Stress on Transparency in Dealings
Around the same time, the World Health Organisation began contemplating an International Convention on control of Tobacco, and in 2003 the Framework Convention on Tobacco Control (FCTC) was adopted.
The FCTC created history by mandating governments to protect health care policies from the tobacco industry’s influence. Article 5.3 of the FCTC provides that “In setting and implementing their public health policies with respect to tobacco control, parties shall act to protect these policies from commercial and other vested interests of the tobacco industry in accordance with national law.”
The guidelines for implementation of Article 5.3 duly note the irreconcilable conflict of interest between public health and the tobacco industry. They also exhort transparency and accountability from both governments and the tobacco industry.
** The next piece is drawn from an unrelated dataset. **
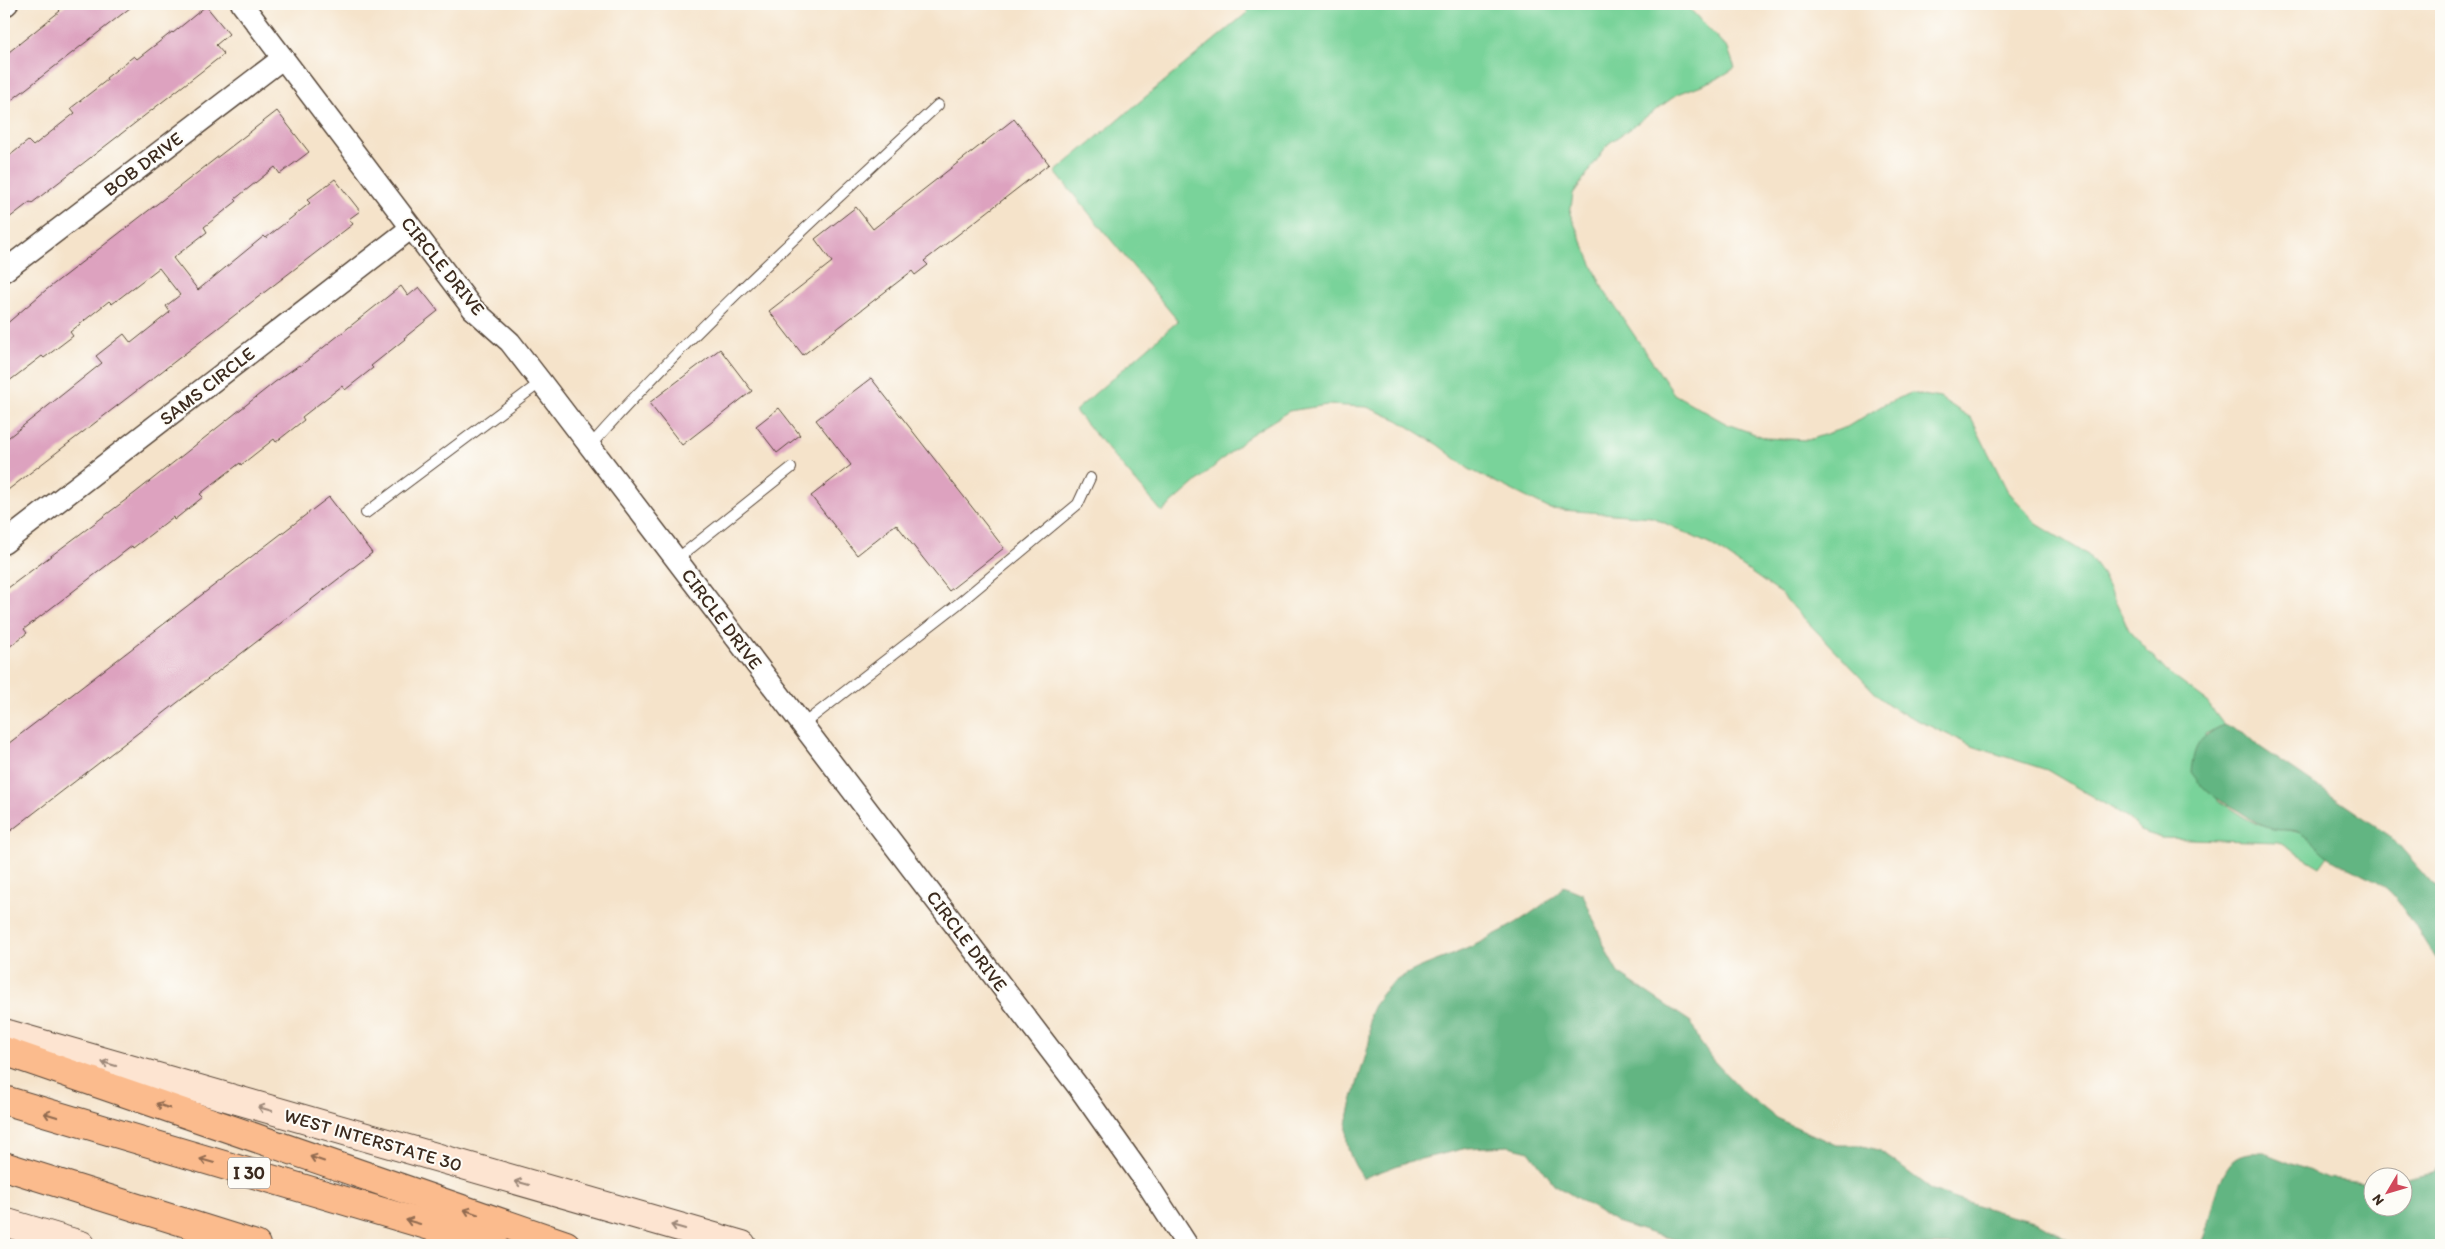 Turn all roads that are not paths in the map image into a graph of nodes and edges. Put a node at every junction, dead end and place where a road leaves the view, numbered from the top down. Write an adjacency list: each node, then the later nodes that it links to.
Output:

UNFCCC Clause That Could Be the Game Changer
A cursory comparison between the tobacco industry and the fossil fuel industry shows striking similarities. The tobacco precedent, however, also has lessons.
Article 5.3 of the FCTC, crucial to successful implementation, has effectively banished tobacco companies from the public health arena. The United Nations Environment Programme must take a cue from the FCTC and mobilise political will to alienate the fossil fuel industry from the upcoming UNFCCC COP in Marrakech.
Just as there is a fundamental conflict of interest between tobacco and public health, so is the case with fossil fuels and climate change.
A binding clause in the UNFCCC, excluding the fossil fuel industry from influencing parties’ domestic policies or a protocol to that effect, can act as a game changer for the international climate regime and challenge the fossil fuel industry’s apparent invincibility.
A mandatory requirement of transparency will lead to much-needed public scrutiny of governmental action vis-a-vis reduction of fossil fuel dependence. With nearly 200 countries having diverse interests ranging from surviving rising sea-levels to reducing poverty, the fossil fuel industry must not be allowed to hijack climate change negotiations.
(The writer is a Lawyer from Srinagar. This is a personal blog and the views expressed above are the author’s own. The Quint neither endorses nor is responsible for the same.)